* _Task instructions_
For the entries that follow, count the lines containing the string "their" and write only the number.

* _Supplied records_
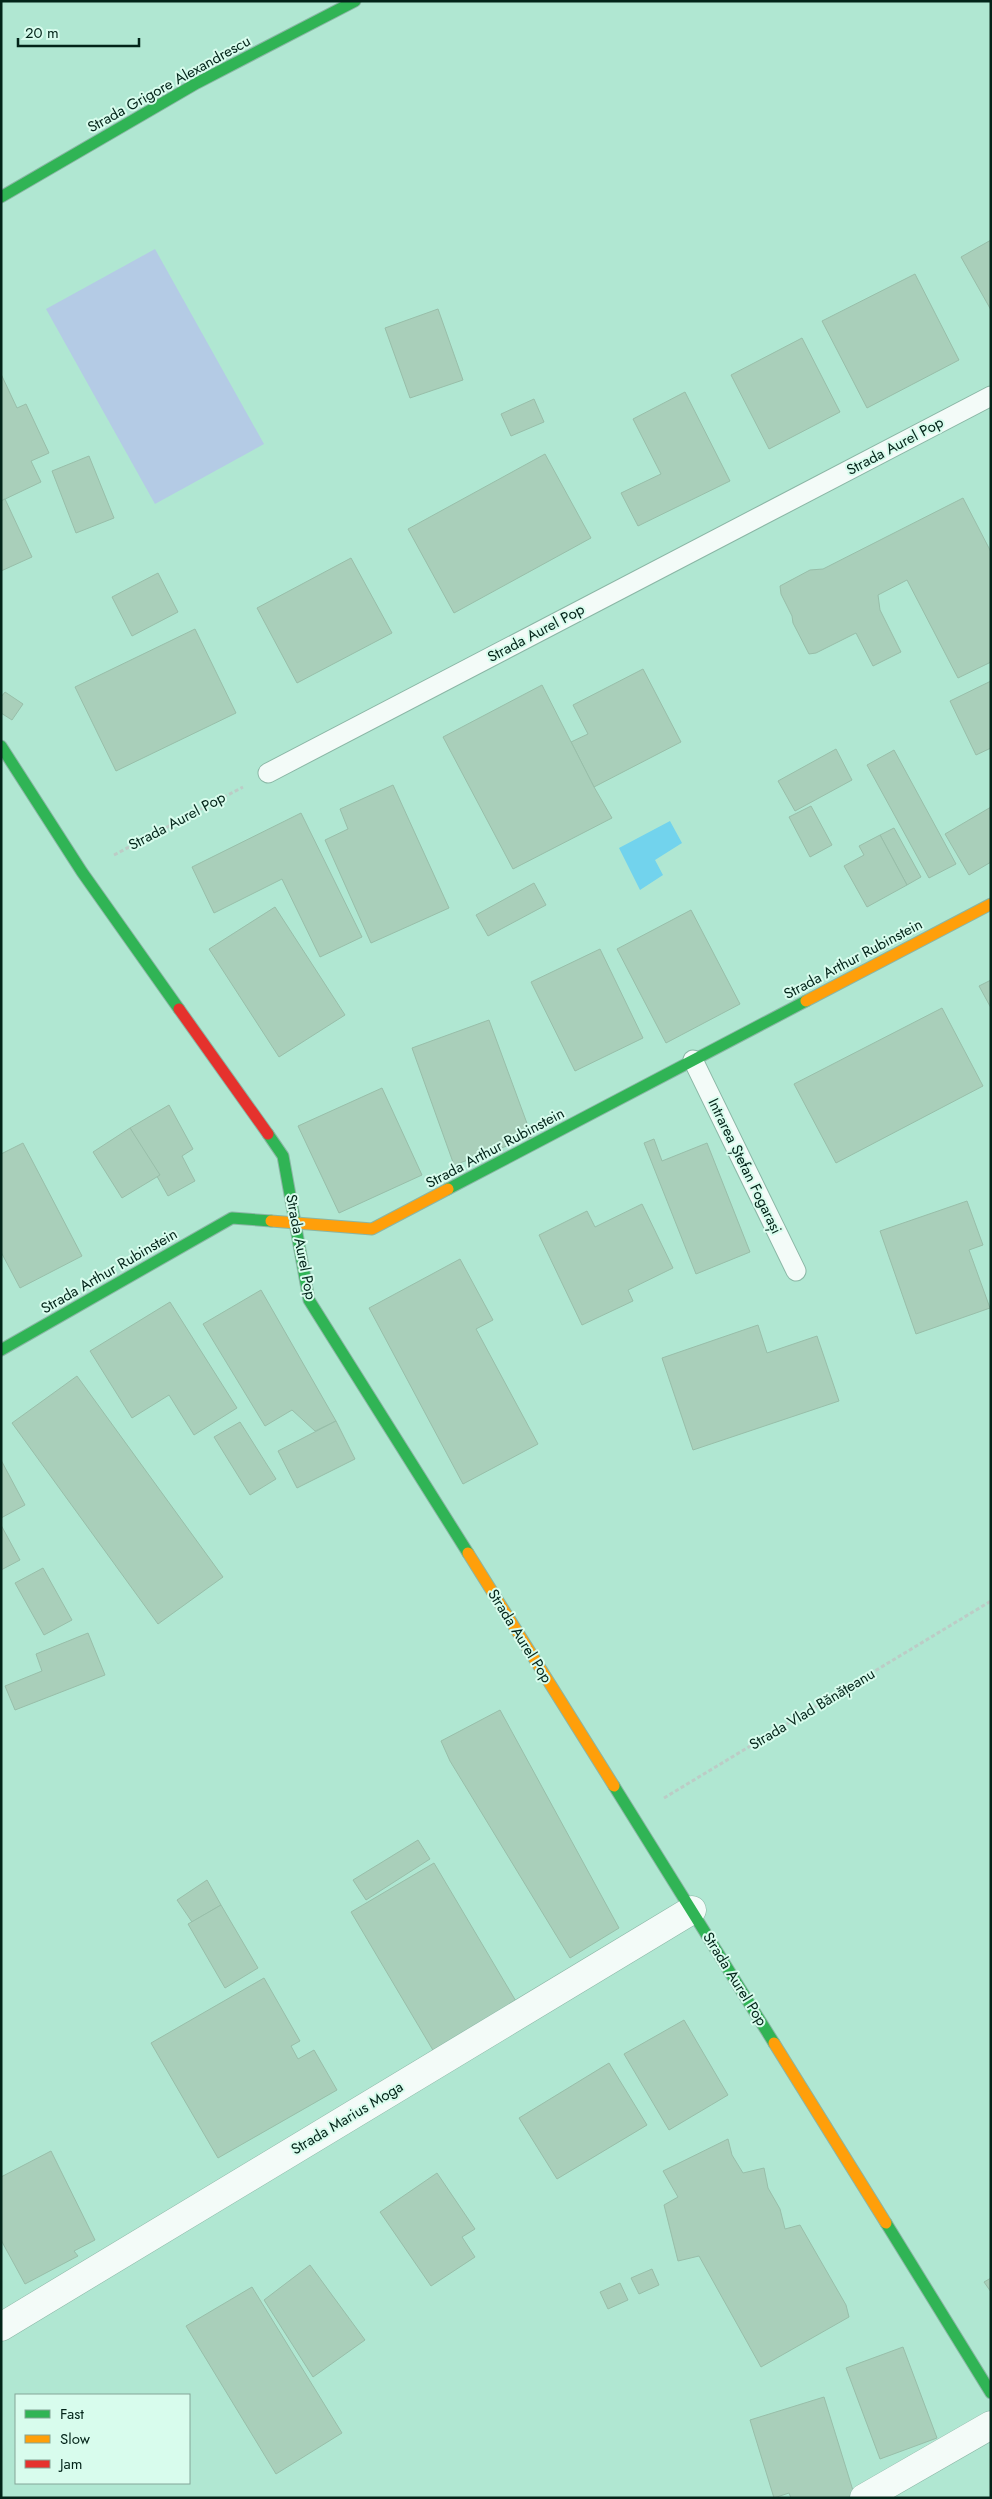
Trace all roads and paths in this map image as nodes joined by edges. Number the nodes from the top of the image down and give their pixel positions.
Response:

---

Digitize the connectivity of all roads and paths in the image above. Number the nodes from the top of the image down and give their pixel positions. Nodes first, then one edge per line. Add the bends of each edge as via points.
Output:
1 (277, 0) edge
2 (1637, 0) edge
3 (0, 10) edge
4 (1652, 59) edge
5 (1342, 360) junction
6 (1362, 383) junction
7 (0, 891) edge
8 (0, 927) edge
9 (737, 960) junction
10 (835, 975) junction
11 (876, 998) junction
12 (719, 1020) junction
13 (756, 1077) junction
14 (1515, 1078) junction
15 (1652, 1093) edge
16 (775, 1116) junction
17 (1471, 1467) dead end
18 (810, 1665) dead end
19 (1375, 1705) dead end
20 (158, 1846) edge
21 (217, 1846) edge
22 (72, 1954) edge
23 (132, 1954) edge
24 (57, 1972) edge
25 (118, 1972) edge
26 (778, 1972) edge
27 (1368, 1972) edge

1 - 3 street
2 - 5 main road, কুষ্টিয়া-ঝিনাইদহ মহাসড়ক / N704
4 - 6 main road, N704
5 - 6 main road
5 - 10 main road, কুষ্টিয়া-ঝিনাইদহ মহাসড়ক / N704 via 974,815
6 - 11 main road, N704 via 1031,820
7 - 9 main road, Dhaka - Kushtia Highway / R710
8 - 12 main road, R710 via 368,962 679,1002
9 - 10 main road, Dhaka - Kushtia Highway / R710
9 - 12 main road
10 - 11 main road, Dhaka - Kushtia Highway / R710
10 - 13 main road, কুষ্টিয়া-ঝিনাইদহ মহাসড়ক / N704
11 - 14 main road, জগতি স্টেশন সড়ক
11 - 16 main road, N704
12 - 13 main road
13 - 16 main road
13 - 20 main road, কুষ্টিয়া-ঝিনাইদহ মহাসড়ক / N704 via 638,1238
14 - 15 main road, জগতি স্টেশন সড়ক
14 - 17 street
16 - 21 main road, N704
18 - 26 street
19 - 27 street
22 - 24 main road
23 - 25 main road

* _Solution to this task_
2